Our relationships are never as straightforward as we’d like to think. Sofie Andersson starts a ten-week internship at Rydéns, a prestigious Stockholm publishing house in the spring term of 2009. Editor-in-chief Gunnar Abrahamsson overhears Sophie’s astute critical comment concerning a manuscript and takes her under his wing mentoring Sophie’s also becoming an editor. Over the years they continue to bond, sharing twice-monthly meetings at a nearby bar. There’s no sudden revelation that the much older Gunnar has any nefarious intentions. He has a wife, they have a place in the country … but as must happen, time passes. Gunnar’s health problems dictate he retires; he becomes critical of Rydéns. The end of the story is a nuanced unfolding of the changes in time, culture and personal needs.

“The Grey Wolf”
Louise Penny
Minotaur Books
$30

During a late-summer morning, as Gamache and wife Reine-Marie enjoy coffee, he refuses a phone intrusion — and the game is on. Comes an alarm from their city condo, a puzzling note and list, a missing coat; all bits culminating in the hit-and-run murder of a young man Gamache is called to meet. Exceptionally tangled are the threads in Penny’s nineteenth novel, as is Gamache’s trust in the loyalties of those he once considered friends and of those thought enemies. Through all the fine mesh of this great read filters a threat all too real today in every reader’s daily life, a plot to contaminate a nation’s — thence Earth’s — life-giving elixir: water. In the end, Gamache has only son-in-law Jean-Guy Beauvoir and second-in-command Inspector Isabelle Lacoste.

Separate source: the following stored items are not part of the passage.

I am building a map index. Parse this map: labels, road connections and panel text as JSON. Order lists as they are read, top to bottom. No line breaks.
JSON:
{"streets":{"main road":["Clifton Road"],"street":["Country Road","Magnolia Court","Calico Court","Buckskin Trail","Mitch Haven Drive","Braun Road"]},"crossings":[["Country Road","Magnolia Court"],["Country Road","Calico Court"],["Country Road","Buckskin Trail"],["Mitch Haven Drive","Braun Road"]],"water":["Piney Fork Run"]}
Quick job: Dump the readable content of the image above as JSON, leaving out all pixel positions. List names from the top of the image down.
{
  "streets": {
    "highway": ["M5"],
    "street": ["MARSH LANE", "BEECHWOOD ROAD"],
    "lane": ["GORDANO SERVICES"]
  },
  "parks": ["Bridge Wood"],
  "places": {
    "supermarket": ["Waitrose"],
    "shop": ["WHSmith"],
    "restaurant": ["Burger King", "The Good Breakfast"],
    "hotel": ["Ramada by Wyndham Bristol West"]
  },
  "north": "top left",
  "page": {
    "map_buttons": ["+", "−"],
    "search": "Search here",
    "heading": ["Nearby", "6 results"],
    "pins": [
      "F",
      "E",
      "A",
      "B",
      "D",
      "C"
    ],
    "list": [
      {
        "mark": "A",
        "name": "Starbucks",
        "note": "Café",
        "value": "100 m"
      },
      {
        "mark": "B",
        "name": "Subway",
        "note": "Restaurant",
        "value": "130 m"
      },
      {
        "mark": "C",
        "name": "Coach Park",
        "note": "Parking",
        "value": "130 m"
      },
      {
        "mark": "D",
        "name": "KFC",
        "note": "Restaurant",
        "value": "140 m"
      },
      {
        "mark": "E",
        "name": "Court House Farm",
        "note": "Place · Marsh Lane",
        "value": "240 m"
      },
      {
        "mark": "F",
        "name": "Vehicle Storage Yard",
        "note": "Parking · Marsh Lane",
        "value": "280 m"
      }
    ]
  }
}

“Before We Forget Kindness”
Toshikazu Kawaguchi tr. Geoffrey Trousselot
Hanover Square Press
$21.99

“Kindness” is the fifth Kawaguchi fantasy-magic book. In a back-alley, century-old Tokyo café, you may go back in time, as long as you return before your coffee — poured as you sit in a particular chair — turns cold. You can’t change the past; the person you meet must also once have been in the café; you can’t leave the chair in the past. Too treacly? Too feelgood? Can you say you’ve never regretted withholding a kindness or needed to explain pain you’ve harbored, for decades? The complex rules — waiting until a ghost lady perpetually sitting, reading in the sole time-traveler chair to make a trip to the loo. They’re a prestidigitator’s wave to distract you until you are faced with the human problem. And it works.